Scalable Vector Graphics is used in web browsers and applications to render Harvey balls, via the XML vector graphics format.

===Microsoft Excel===
Harvey balls are available within Microsoft Excel since Excel 2007.

===Custom fonts===
Custom fonts have been developed such that the numbers 0–9 map to a particular Harvey ball. Incorporating the Harvey ball into a document then becomes a matter of selecting the number which corresponds to the desired Harvey ball and selecting the custom font. The Harvey balls can then be manipulated like any other font (e.g., color, size, underline) and may be easier to use than other implementations. The main drawback of this approach is that the font either needs to be embedded in the document or all the viewers of the document must have the font installed.

===Unicode===
The use of Unicode to render Harvey balls depends on whether a font with these characters is installed; the Unicode Harvey balls may be difficult to work with in software that does not render these characters uniformly.
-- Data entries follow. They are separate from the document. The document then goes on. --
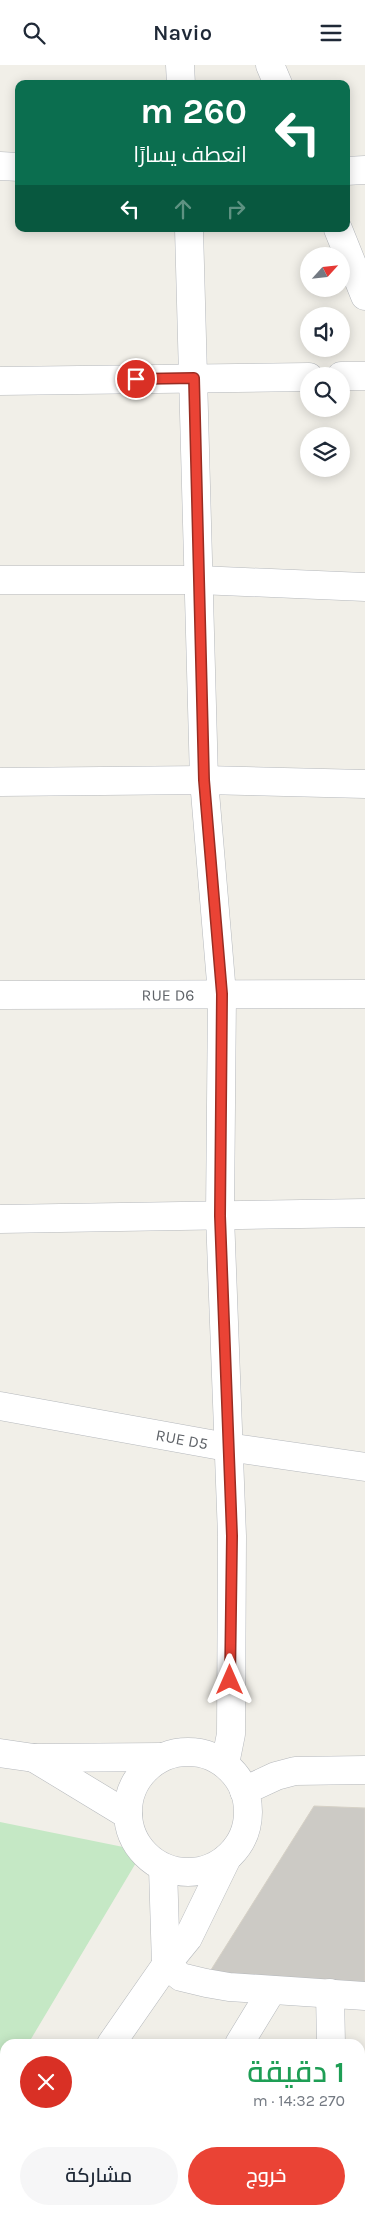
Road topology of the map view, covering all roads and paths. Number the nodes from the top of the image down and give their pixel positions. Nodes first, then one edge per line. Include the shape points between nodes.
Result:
1 (180, 65) edge
2 (270, 65) edge
3 (181, 80) edge
4 (276, 80) edge
5 (0, 166) edge
6 (15, 167) edge
7 (365, 170) edge
8 (350, 171) edge
9 (189, 232) edge
10 (339, 232) edge
11 (365, 295) edge
12 (350, 376) edge
13 (365, 376) edge
14 (300, 377) edge
15 (194, 378) junction
16 (0, 381) edge
17 (0, 580) edge
18 (199, 580) junction
19 (365, 587) edge
20 (204, 780) junction
21 (0, 782) edge
22 (365, 784) edge
23 (222, 994) junction
24 (365, 994) edge
25 (0, 995) edge
26 (365, 1213) edge
27 (220, 1216) junction
28 (0, 1219) edge
29 (0, 1406) edge
30 (227, 1447) junction
31 (365, 1467) edge
32 (0, 1753) edge
33 (162, 1757) junction
34 (34, 1759) junction
35 (225, 1764) junction
36 (365, 1770) edge
37 (244, 1791) junction
38 (128, 1815) junction
39 (227, 1858) junction
40 (164, 1868) junction
41 (166, 1965) junction
42 (272, 1989) junction
43 (330, 1993) junction
44 (365, 1995) edge
45 (114, 2039) edge
46 (242, 2039) edge
47 (331, 2039) edge

1 - 3 street
2 - 4 street
5 - 6 street
7 - 8 street
9 - 15 street
10 - 11 street
12 - 13 street
14 - 15 street
15 - 16 street
15 - 18 street
17 - 18 street
18 - 19 street
18 - 20 street
20 - 21 street
20 - 22 street
20 - 23 street
23 - 24 street, RUE D6
23 - 25 street, RUE D6
23 - 27 street
26 - 27 street
27 - 28 street
27 - 30 street
29 - 30 street, RUE D5
30 - 31 street, RUE D5
30 - 35 street via 232,1536 231,1733
32 - 34 street
33 - 34 street
33 - 35 street via 194,1752
33 - 38 street via 143,1771 132,1788
34 - 38 street
35 - 37 street
36 - 37 street via 295,1771
37 - 39 street via 248,1820 238,1847
38 - 40 street via 131,1835 137,1845 144,1855
39 - 40 street via 201,1872
39 - 41 street via 188,1938
40 - 41 street
41 - 42 street via 181,1977 206,1983
41 - 45 street
42 - 43 street
42 - 46 street
43 - 44 street
43 - 47 street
The Unicode set of related symbols includes:

| Symbol | Unicode code point (hex) | (decimal) | Name |
|---|---|---|---|
| ⭘ | U+2B58 | 11096 | Heavy circle |
| ⬤ | U+2B24 | 11044 | Black large circle |
| ◐ | U+25D0 | 9680 | Circle with left half black |
| ◑ | U+25D1 | 9681 | Circle with right half black |
| ◒ | U+25D2 | 9682 | Circle with lower half black |
| ◓ | U+25D3 | 9683 | Circle with upper half black |
| ◔ | U+25D4 | 9684 | Circle with upper right quadrant black |
| ◕ | U+25D5 | 9685 | Circle with all but upper left quadrant black |

==Modifications and other uses==

From 1979 through October 2016, Consumer Reports used a modified type of Harvey ball in product ratings and had even incorporated one into its logo.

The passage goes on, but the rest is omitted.